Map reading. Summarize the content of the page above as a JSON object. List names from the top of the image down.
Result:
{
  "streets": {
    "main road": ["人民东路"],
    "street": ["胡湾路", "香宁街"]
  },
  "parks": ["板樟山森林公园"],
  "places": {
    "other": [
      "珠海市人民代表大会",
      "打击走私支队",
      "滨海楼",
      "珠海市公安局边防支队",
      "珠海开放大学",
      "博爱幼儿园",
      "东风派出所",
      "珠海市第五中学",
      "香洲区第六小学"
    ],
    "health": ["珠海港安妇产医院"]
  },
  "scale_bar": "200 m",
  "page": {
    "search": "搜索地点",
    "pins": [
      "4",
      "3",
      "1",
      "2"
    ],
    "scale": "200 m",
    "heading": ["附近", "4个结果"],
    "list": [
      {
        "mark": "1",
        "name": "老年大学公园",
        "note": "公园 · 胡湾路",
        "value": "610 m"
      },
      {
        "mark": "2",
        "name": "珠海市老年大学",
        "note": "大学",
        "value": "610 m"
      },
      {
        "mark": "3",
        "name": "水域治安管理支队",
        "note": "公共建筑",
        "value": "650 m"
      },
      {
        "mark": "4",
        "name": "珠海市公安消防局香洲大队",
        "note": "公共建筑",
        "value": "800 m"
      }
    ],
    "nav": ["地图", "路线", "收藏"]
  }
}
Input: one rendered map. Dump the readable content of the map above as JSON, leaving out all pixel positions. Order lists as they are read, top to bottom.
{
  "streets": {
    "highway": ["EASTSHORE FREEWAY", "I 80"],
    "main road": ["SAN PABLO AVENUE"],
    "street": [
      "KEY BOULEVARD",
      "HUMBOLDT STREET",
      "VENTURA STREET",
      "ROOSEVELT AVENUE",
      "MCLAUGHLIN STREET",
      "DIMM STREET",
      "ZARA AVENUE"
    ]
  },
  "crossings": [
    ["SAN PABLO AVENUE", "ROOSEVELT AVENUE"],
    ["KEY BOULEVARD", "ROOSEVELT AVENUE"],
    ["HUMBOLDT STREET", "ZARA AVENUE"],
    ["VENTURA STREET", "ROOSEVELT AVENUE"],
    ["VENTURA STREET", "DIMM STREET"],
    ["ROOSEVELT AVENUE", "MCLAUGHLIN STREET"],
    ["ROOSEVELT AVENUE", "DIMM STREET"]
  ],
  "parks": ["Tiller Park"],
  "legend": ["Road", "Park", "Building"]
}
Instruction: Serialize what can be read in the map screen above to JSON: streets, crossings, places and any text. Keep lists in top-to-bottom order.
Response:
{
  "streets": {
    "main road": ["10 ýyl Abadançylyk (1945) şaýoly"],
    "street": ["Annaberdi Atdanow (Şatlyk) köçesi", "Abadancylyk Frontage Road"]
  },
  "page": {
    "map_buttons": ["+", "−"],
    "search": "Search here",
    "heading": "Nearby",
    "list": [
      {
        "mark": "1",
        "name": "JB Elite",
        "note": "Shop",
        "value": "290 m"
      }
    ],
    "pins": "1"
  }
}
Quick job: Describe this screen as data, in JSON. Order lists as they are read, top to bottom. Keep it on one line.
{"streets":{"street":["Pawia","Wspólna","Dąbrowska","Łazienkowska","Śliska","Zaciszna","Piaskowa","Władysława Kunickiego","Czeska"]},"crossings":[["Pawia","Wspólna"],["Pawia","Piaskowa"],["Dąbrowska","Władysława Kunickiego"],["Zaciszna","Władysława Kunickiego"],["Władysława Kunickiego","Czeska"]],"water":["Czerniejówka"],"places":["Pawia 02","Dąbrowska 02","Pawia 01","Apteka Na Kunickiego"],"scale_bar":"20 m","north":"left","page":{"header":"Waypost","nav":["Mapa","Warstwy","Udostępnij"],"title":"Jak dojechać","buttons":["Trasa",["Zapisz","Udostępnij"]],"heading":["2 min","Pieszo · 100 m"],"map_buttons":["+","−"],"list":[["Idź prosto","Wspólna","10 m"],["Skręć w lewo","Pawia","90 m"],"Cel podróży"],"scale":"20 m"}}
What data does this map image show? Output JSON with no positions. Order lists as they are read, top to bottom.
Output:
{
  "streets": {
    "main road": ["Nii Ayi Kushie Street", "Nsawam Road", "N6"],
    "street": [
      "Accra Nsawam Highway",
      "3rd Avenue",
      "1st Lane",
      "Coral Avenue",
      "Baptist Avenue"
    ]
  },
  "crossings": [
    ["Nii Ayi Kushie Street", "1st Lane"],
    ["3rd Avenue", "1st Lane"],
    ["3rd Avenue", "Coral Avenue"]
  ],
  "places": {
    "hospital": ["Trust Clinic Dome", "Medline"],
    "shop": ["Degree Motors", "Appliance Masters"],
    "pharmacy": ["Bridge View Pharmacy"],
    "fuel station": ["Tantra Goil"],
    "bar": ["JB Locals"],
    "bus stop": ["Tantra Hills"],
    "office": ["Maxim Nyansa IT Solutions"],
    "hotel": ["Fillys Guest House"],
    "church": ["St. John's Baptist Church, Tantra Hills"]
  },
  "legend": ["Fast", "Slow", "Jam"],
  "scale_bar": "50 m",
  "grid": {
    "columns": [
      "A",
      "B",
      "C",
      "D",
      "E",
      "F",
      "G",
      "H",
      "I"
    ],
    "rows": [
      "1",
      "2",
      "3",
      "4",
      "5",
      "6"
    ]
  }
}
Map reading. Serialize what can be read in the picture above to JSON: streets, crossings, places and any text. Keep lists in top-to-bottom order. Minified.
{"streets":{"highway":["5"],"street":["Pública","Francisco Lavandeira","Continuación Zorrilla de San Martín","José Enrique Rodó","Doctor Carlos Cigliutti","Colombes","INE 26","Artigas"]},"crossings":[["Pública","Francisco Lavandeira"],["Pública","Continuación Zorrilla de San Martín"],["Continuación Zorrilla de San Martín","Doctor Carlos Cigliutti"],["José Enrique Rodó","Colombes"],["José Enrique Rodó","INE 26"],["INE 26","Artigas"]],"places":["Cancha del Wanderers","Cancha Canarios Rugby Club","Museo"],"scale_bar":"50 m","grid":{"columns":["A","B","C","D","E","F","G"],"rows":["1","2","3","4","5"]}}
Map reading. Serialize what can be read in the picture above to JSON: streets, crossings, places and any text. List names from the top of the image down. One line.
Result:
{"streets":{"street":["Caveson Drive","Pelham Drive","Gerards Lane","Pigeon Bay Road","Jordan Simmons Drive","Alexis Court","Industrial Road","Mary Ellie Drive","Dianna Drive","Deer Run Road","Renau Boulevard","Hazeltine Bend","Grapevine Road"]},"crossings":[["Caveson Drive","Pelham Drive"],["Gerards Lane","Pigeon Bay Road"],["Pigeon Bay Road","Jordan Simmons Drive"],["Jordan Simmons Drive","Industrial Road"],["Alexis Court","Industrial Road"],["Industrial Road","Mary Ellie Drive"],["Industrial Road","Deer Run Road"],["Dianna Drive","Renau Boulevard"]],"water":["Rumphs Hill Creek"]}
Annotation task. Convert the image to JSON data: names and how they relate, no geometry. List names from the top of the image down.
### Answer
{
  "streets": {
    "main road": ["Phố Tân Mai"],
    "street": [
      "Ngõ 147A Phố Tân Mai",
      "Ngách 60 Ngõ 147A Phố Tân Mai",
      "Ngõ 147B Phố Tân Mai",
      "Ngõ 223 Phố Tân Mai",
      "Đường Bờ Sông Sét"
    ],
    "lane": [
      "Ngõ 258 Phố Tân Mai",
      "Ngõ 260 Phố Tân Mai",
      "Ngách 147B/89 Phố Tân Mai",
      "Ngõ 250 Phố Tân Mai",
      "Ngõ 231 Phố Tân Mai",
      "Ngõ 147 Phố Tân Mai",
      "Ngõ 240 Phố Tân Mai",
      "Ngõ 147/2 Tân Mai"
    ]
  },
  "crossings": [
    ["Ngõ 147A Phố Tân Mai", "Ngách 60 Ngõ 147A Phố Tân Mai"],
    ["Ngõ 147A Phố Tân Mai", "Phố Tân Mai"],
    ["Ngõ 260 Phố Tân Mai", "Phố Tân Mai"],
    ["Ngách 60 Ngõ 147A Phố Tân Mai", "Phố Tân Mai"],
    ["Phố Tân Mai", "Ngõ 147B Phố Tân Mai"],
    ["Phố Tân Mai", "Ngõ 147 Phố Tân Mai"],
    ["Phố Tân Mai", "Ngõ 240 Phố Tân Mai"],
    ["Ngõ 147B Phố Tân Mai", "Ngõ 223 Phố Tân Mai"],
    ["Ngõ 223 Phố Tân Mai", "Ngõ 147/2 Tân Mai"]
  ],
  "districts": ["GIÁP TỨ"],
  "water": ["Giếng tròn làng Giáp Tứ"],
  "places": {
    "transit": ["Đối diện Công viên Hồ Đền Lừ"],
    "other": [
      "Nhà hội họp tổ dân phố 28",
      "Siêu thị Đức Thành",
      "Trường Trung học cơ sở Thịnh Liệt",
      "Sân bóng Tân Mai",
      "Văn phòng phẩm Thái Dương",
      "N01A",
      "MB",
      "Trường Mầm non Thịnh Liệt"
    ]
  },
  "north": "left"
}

What this task involves: Which of the lines above mention the word "DIMM"? Pull those lines out.

Your solution:
      "DIMM STREET",
    ["VENTURA STREET", "DIMM STREET"],
    ["ROOSEVELT AVENUE", "DIMM STREET"]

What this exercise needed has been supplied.